## Your instructions
Show all lines from the records below in which the string "wherever" is present.

::::::

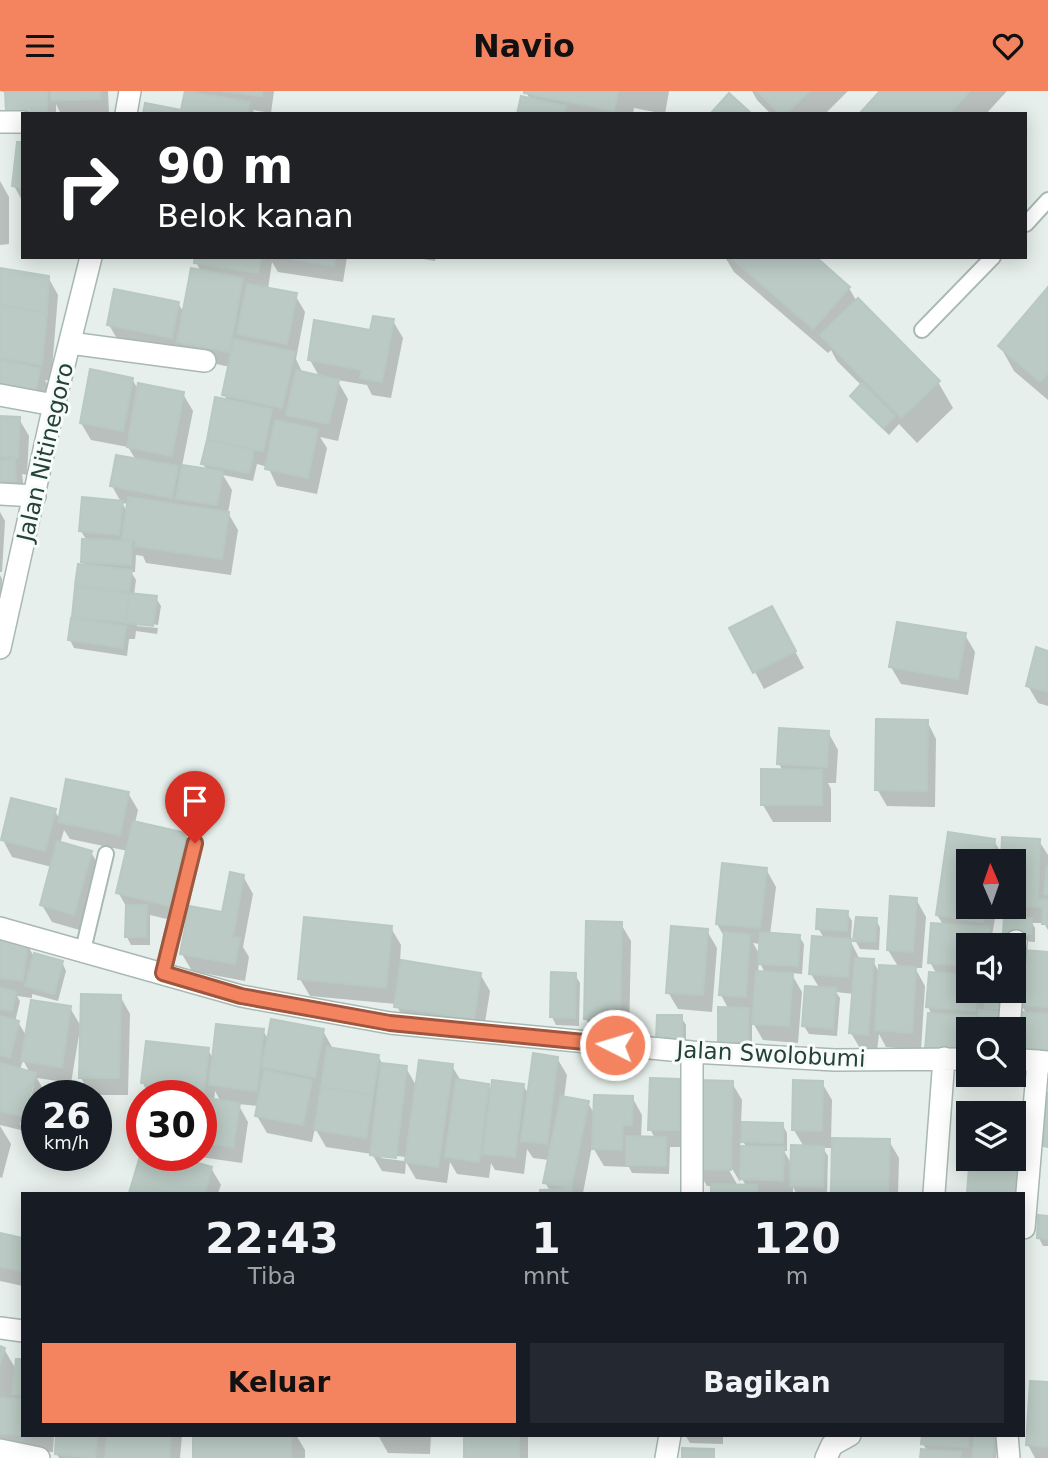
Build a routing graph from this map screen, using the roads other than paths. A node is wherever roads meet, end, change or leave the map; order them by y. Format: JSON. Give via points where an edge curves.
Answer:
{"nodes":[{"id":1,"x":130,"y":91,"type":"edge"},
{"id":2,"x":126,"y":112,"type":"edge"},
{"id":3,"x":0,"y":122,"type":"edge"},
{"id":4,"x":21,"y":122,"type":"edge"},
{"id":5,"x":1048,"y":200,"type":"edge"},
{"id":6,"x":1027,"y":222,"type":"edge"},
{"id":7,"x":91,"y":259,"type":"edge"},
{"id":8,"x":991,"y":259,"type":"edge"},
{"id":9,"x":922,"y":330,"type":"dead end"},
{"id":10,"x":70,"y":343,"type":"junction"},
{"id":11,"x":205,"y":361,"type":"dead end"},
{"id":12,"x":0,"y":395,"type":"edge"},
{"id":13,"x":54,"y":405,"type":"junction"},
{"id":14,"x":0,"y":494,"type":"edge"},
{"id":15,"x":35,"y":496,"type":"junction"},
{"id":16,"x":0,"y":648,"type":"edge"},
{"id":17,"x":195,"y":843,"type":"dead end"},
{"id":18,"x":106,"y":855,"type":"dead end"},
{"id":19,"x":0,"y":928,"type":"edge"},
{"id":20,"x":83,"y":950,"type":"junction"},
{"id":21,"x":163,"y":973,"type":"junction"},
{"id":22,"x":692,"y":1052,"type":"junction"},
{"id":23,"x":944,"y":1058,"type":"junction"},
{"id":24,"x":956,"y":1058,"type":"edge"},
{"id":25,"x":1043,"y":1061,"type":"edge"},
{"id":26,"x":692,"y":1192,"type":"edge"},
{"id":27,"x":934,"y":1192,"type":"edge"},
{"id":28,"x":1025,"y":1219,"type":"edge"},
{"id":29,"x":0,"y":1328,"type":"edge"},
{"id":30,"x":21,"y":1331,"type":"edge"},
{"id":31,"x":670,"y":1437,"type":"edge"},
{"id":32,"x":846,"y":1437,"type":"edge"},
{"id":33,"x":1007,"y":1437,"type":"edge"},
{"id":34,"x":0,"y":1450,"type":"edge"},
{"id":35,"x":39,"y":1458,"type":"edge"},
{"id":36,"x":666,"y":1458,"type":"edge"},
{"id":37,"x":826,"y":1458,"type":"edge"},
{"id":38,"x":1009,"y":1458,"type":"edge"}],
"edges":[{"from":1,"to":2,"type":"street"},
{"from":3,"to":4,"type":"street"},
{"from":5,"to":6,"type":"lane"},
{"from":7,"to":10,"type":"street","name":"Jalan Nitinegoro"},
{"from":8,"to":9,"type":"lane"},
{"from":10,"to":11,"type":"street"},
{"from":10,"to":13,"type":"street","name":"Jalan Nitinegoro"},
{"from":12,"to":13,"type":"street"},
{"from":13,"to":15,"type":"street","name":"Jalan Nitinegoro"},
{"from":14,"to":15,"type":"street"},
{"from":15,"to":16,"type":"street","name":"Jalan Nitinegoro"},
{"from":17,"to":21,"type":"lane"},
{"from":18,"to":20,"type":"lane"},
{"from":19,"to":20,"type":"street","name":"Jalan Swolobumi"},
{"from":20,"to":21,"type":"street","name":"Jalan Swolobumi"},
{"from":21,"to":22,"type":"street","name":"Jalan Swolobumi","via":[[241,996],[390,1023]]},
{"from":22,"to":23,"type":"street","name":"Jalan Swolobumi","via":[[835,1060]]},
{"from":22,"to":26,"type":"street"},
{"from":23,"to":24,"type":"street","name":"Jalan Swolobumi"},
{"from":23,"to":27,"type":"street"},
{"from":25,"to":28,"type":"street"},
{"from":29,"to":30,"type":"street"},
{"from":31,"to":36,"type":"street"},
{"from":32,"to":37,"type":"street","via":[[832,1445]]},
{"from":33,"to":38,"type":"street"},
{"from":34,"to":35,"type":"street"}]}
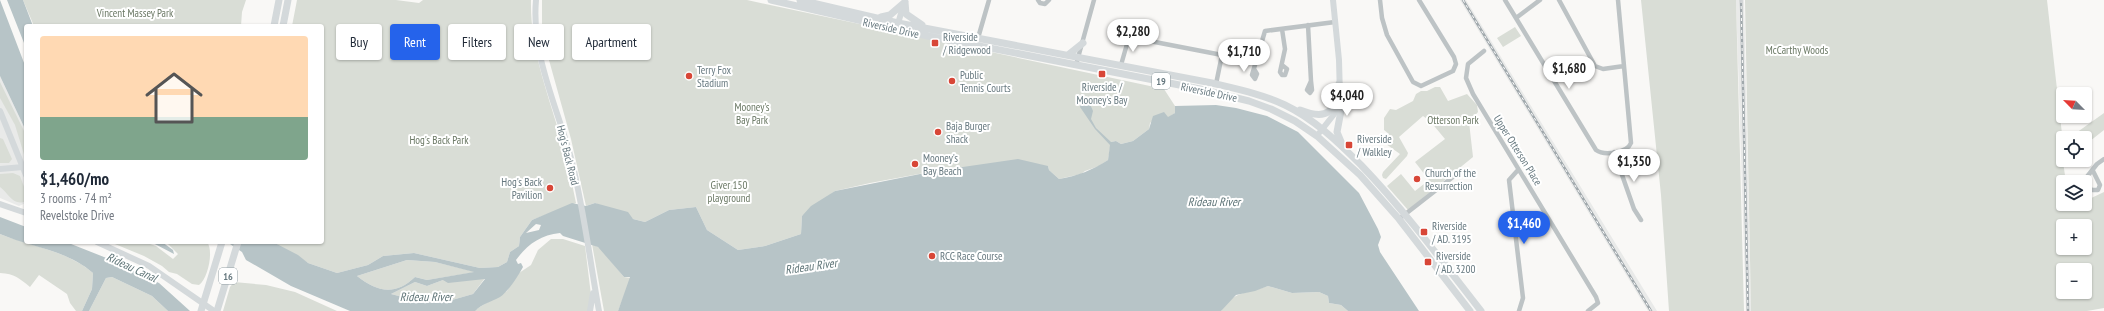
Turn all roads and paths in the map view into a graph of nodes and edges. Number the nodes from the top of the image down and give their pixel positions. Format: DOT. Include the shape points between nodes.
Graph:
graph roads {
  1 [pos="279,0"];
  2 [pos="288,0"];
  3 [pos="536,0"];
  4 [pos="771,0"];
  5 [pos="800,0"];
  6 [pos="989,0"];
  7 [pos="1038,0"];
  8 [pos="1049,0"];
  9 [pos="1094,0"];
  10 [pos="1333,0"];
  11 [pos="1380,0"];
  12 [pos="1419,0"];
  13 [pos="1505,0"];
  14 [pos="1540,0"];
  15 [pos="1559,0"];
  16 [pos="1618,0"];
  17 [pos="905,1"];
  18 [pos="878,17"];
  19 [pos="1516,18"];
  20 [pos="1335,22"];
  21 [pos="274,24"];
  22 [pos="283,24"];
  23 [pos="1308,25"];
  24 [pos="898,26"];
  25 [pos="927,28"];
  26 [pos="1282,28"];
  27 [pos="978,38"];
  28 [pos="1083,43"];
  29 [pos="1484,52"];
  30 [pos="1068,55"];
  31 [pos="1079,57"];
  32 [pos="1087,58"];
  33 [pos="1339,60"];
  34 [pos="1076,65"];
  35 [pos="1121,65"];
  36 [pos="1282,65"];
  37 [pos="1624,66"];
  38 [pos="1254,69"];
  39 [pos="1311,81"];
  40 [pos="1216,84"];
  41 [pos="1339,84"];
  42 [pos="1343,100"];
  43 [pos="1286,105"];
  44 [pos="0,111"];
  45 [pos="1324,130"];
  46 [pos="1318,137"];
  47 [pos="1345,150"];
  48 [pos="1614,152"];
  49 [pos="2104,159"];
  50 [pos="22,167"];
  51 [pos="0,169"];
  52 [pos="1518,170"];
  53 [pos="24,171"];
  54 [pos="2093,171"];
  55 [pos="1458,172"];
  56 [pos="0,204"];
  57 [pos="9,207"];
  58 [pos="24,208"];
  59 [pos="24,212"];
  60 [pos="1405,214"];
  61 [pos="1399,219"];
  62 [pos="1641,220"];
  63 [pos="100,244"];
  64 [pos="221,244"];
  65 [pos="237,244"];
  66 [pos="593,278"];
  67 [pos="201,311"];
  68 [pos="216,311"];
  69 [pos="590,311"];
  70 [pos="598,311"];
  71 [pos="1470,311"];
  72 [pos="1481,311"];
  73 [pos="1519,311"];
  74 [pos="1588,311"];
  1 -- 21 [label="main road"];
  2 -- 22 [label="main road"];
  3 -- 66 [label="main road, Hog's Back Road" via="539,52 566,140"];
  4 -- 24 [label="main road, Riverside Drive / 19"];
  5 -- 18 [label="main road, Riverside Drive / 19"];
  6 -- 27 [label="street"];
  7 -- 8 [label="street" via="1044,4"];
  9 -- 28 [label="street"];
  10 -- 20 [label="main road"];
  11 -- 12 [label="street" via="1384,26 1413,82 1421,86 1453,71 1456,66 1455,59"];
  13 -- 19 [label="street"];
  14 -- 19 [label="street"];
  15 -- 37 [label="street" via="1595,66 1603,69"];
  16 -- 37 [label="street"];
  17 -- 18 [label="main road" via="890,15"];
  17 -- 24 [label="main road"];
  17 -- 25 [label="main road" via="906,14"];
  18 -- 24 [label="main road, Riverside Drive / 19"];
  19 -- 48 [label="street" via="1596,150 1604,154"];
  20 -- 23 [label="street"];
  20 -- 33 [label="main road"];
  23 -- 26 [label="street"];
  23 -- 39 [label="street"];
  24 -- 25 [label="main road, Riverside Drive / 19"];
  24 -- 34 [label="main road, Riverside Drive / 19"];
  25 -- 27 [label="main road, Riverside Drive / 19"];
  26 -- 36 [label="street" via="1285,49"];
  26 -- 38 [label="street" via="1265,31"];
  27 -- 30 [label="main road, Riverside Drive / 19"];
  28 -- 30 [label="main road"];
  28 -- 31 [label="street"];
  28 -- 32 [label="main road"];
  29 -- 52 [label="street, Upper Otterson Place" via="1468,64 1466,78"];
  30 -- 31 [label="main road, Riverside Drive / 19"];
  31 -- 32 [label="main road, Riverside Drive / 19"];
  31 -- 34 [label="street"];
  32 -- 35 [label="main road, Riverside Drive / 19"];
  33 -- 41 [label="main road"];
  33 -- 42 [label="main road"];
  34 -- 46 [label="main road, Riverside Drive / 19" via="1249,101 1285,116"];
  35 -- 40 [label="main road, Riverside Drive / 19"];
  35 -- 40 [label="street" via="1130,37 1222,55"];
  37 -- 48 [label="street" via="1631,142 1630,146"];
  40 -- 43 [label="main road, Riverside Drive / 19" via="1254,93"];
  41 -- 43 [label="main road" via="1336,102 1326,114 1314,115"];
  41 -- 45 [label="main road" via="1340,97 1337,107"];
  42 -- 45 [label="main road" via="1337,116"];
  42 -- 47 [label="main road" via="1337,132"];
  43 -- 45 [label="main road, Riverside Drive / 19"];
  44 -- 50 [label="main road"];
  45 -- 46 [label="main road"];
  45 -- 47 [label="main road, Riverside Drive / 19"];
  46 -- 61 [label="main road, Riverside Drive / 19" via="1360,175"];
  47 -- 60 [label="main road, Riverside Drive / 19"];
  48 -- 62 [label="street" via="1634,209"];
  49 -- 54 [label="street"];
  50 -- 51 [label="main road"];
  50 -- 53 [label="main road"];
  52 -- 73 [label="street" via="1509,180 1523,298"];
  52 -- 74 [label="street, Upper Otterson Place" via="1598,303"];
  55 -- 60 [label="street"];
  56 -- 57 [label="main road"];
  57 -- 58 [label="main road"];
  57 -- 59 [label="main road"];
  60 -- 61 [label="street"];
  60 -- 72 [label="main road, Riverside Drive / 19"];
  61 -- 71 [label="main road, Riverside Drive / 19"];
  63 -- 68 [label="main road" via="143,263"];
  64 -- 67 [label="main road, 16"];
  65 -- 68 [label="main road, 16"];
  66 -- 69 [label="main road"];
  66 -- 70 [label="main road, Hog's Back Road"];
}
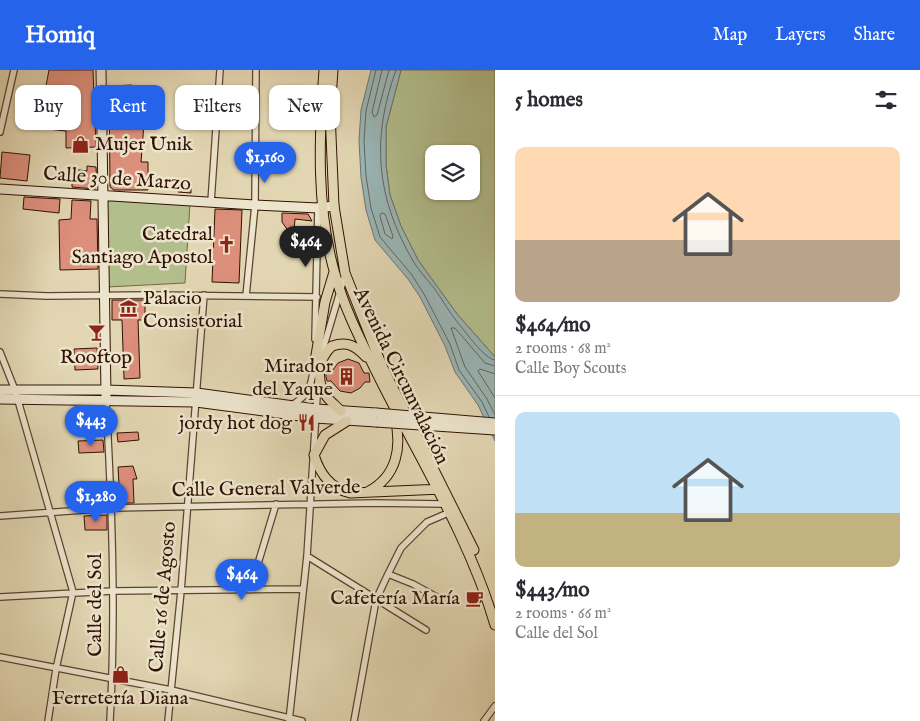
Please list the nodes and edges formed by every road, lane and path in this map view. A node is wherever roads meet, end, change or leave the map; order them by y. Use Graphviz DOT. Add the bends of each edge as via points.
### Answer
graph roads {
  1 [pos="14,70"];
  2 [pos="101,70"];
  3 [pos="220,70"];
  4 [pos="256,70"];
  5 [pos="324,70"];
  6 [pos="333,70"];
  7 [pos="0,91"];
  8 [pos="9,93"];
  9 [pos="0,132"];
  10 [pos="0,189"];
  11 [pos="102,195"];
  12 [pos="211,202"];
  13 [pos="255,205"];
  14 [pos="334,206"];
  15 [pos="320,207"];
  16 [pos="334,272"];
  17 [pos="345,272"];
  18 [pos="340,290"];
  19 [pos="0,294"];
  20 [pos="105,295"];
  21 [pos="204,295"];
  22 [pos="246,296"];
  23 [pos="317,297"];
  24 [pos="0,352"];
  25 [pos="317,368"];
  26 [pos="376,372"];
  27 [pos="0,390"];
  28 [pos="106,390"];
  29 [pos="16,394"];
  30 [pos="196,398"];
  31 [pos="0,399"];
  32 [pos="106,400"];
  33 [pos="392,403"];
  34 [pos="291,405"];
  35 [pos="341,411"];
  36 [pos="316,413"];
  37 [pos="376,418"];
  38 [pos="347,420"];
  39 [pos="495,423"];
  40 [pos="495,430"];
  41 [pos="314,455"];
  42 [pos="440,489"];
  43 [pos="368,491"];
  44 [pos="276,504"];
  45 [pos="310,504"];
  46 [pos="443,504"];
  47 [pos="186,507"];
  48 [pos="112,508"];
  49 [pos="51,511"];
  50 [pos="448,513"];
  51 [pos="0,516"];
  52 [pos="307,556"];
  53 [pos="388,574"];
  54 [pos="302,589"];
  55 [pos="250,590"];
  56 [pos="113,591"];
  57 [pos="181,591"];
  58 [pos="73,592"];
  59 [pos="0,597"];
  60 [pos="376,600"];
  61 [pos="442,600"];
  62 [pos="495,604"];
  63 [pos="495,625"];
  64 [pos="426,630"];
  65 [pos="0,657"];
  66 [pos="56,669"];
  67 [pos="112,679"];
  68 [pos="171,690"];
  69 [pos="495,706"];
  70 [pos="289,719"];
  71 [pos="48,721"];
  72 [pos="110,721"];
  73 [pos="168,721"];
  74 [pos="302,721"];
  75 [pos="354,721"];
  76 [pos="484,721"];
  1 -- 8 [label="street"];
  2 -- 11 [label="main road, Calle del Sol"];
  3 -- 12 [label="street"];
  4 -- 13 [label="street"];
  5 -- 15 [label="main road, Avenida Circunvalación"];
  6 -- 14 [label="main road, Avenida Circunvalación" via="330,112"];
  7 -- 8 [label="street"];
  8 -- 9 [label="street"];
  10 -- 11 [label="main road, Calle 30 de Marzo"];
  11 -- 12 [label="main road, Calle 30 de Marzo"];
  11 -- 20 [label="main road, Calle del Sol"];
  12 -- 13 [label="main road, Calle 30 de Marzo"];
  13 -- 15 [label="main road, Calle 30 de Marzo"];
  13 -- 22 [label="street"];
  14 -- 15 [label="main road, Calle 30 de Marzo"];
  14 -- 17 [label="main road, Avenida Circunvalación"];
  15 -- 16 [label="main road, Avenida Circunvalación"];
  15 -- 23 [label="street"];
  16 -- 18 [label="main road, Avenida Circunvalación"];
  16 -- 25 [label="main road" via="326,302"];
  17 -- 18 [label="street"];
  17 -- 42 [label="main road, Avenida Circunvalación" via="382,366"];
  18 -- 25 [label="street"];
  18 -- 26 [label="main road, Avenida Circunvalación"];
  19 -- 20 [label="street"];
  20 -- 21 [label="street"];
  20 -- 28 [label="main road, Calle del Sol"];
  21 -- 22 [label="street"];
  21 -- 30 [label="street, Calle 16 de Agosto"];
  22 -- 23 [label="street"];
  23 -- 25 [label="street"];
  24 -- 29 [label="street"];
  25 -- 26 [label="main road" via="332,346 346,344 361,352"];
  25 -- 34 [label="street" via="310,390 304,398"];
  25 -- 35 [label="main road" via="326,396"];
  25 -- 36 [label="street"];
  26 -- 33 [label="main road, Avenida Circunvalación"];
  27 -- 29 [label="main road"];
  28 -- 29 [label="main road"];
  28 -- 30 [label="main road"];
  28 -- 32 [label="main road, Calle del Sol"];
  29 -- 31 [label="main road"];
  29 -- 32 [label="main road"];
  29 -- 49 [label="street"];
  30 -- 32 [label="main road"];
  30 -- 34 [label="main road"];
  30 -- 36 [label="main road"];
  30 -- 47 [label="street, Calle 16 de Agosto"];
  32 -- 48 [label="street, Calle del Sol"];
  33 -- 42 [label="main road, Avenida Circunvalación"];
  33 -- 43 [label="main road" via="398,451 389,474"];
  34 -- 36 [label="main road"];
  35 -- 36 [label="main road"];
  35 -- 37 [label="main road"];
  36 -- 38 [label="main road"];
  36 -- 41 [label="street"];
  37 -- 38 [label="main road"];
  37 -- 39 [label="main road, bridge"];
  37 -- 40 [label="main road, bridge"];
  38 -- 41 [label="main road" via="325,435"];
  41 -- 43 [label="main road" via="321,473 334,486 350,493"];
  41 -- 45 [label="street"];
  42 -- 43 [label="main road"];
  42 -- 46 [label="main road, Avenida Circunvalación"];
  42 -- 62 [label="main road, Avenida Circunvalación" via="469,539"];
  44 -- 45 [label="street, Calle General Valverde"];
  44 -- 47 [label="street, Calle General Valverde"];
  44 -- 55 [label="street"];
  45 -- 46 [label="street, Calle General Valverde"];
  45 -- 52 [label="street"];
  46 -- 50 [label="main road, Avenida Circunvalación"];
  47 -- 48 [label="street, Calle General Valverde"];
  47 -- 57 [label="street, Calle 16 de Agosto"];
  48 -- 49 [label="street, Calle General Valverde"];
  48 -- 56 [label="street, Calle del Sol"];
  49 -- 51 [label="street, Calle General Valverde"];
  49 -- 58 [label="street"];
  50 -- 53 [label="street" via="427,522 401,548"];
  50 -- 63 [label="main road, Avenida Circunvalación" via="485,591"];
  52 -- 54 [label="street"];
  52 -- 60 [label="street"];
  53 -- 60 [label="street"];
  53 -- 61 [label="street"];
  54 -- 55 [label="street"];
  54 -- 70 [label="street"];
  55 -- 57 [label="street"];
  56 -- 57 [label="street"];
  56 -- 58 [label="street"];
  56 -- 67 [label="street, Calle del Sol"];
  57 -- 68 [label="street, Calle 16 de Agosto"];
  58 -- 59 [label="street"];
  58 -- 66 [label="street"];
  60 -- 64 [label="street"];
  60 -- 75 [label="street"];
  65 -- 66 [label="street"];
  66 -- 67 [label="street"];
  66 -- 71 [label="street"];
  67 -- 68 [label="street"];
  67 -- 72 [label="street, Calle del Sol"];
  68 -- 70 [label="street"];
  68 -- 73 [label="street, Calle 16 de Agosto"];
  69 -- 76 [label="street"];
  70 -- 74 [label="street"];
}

::::::

## Response to the exercise
Build a routing graph from this map screen, using the roads other than paths. A node is wherever roads meet, end, change or leave the map; order them by y. Format: JSON. Give via points where an edge curves.
Please list the nodes and edges formed by every road, lane and path in this map view. A node is wherever roads meet, end, change or leave the map; order them by y. Use Graphviz DOT. Add the bends of each edge as via points.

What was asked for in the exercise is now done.